Cherchez un volume sur 24h élevé associé à un faible nombre d'acheteurs uniques, et un ratio achat/vente qui semble étrangement équilibré. Les wash traders font tourner les mêmes portefeuilles dans les deux sens, ce qui gonfle le volume sans faire bouger le prix de manière significative. DEXT affiche séparément le nombre d'acheteurs et de vendeurs, ce qui est l'un des indices les plus utiles. Un graphique véritablement organique aura une longue traîne de portefeuilles uniques et une distribution achat/vente inégale driven par une réelle découverte des prix.
Dois-je acheter un token simplement parce que le graphique DexScreener semble sain ?
Non. Un graphique propre indique seulement que la mécanique on-chain n'est manifestement pas cassée ; il ne dit rien sur l'équipe, le projet, ou si le prix est juste.
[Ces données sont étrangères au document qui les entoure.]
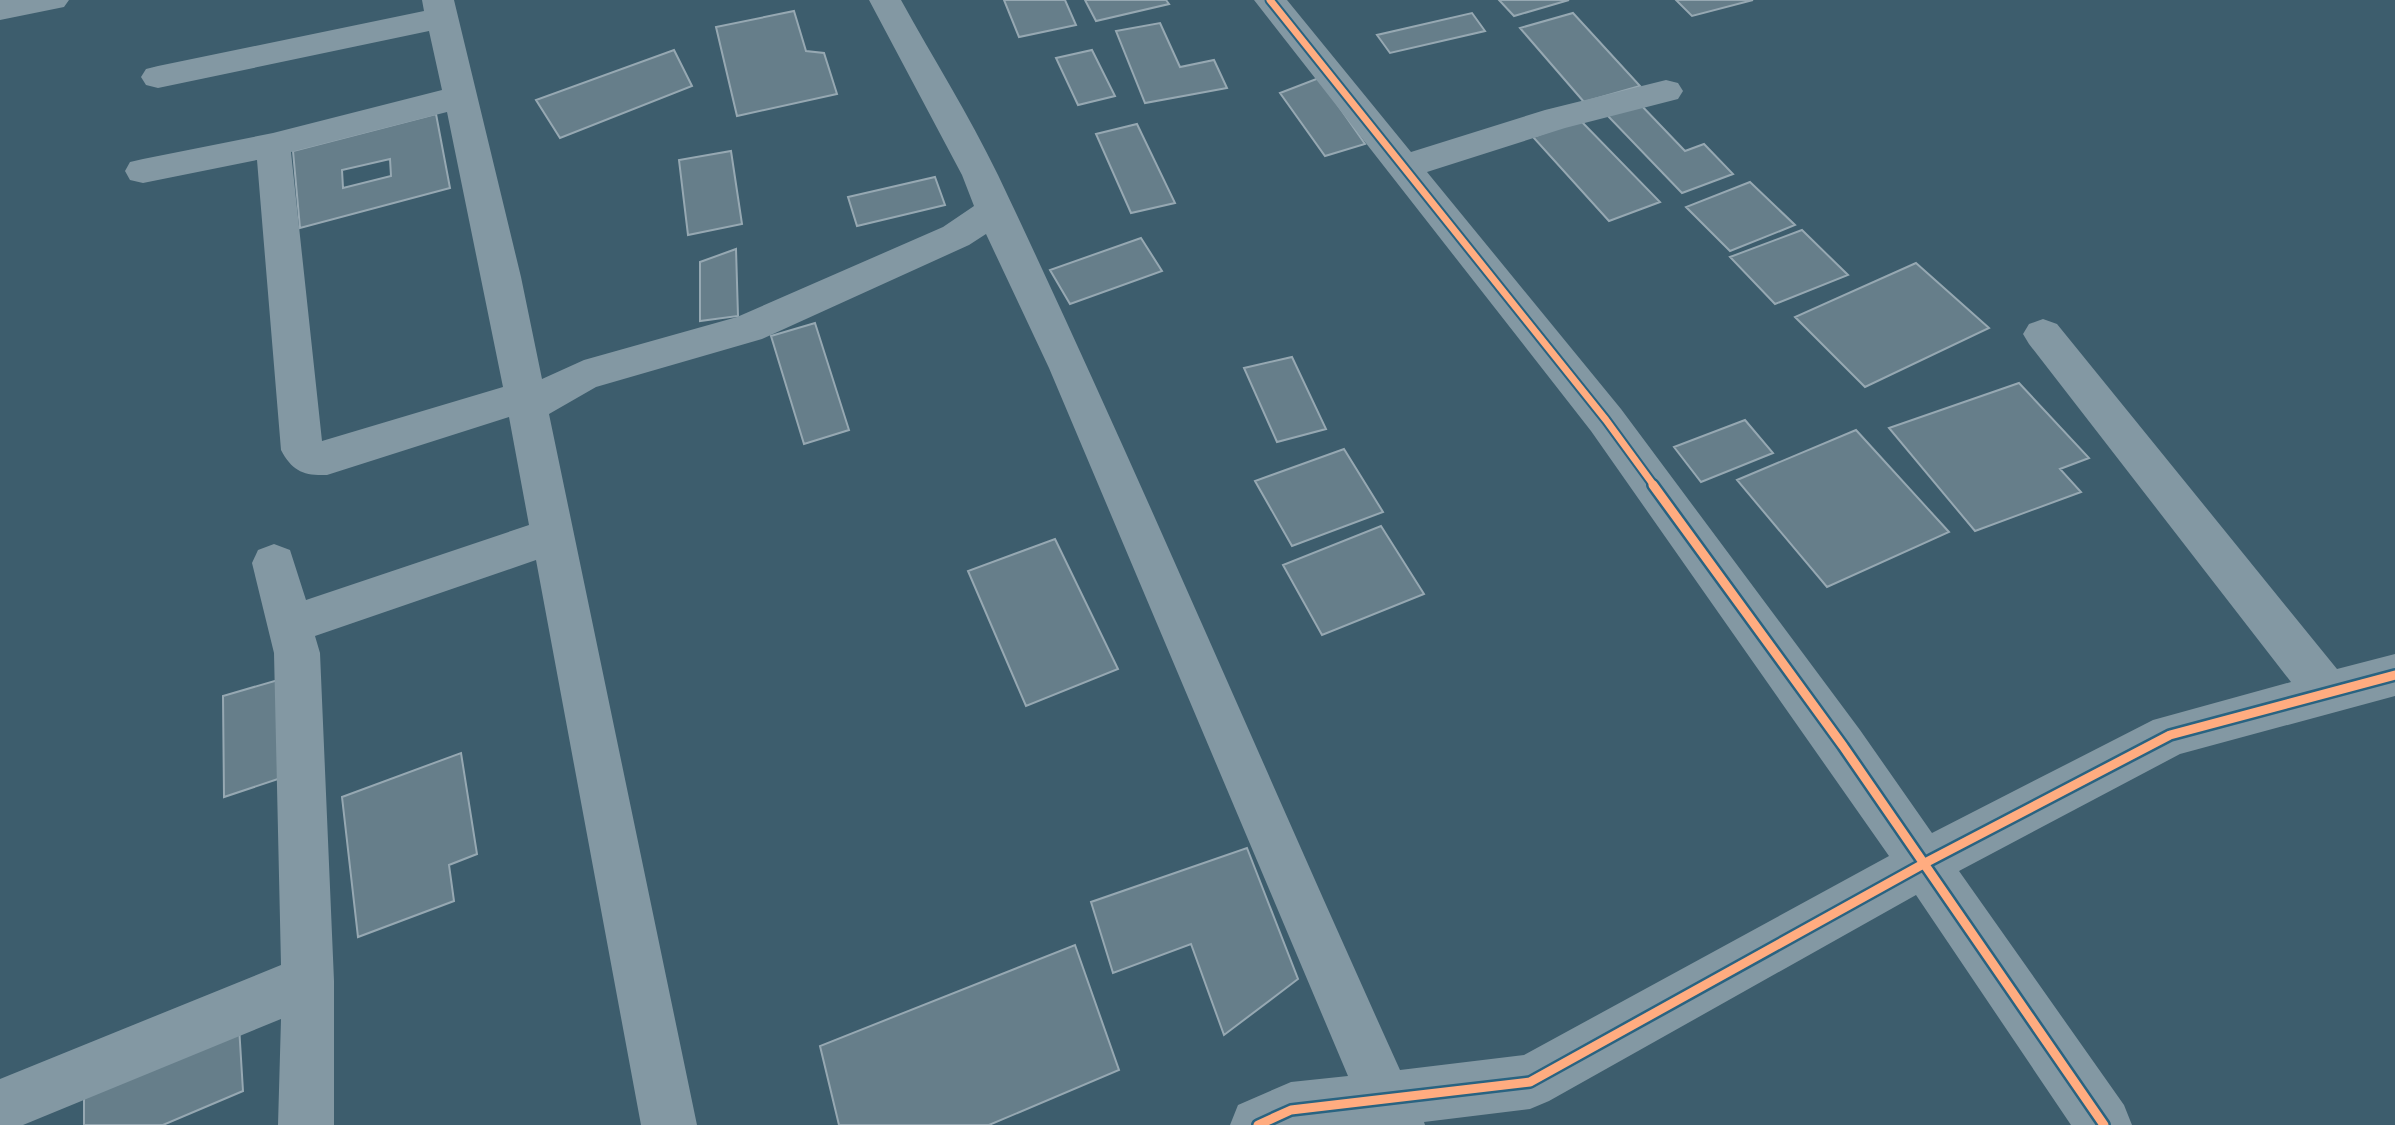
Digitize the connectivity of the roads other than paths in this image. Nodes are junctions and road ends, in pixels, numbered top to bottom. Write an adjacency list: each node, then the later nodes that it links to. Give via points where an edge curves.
1 (53, 0): 5 (street)
2 (885, 0): 12 (street, via 980,175)
3 (1270, 0): 10 (street)
4 (440, 9): 6 (street); 8 (street)
5 (0, 10)
6 (158, 77)
7 (1666, 91): 10 (street, via 1557,118)
8 (460, 97): 9 (street); 14 (street)
9 (273, 145): 11 (street); 14 (street, via 302,450 311,459 327,458)
10 (1402, 167): 20 (street, via 1606,420)
11 (143, 171)
12 (994, 211): 14 (street, via 956,236 748,329 584,375); 23 (street, via 1069,368)
13 (2043, 334): 19 (street)
14 (526, 402): 15 (street)
15 (552, 536): 17 (street); 25 (street)
16 (274, 563): 17 (street)
17 (290, 625): 21 (street, via 297,653)
18 (2395, 675): 19 (street)
19 (2328, 693): 20 (street, via 2170,735)
20 (1925, 863): 23 (street, via 1530,1082); 27 (street)
21 (308, 981): 22 (street); 24 (street)
22 (0, 1107)
23 (1391, 1113): 26 (street, via 1291,1110)
24 (306, 1125)
25 (669, 1125)
26 (1258, 1125)
27 (2104, 1125)

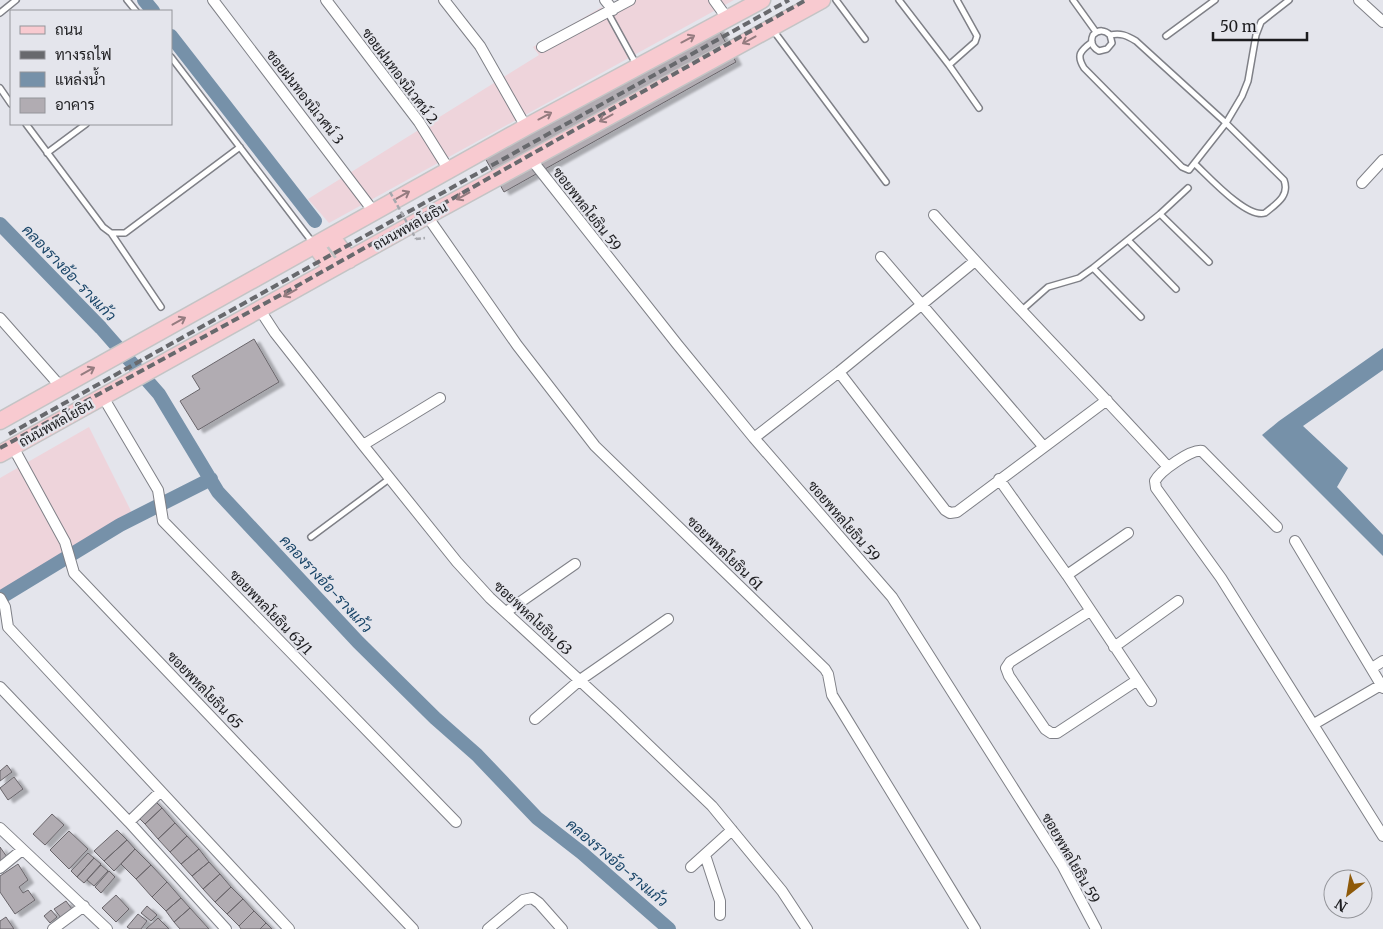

Un token peut avoir une liquidité réelle, zéro taxe de vente, et 5 % de concentration des 10 premiers détenteurs, et tomber à zéro quand même parce que le cas d'usage ne s'est jamais concrétisé. Le graphique est une preuve nécessaire, mais pas suffisante. Ceci est une ressource éducative, pas un conseil financier, et la prochaine étape consiste à creuser le projet avant de risquer de l'argent.
Que signifie vraiment un drapeau honeypot vert sur DEXT ?
Un drapeau honeypot vert sur DEXT signifie qu'une transaction de vente simulée a réussi quand DEXT a testé le contrat. C'est une vérification utile en première intention, mais c'est un test unique, pas une garantie permanente. Des honeypots écrits intelligemment peuvent se comporter normalement pendant la simulation et ne bloquer que les vrais utilisateurs plus tard, ou ne bloquer que les portefeuilles dépassant une certaine taille. Considérez le drapeau comme une donnée parmi d'autres, et recroisez avec un second scanner de honeypot avant d'engager du capital significatif.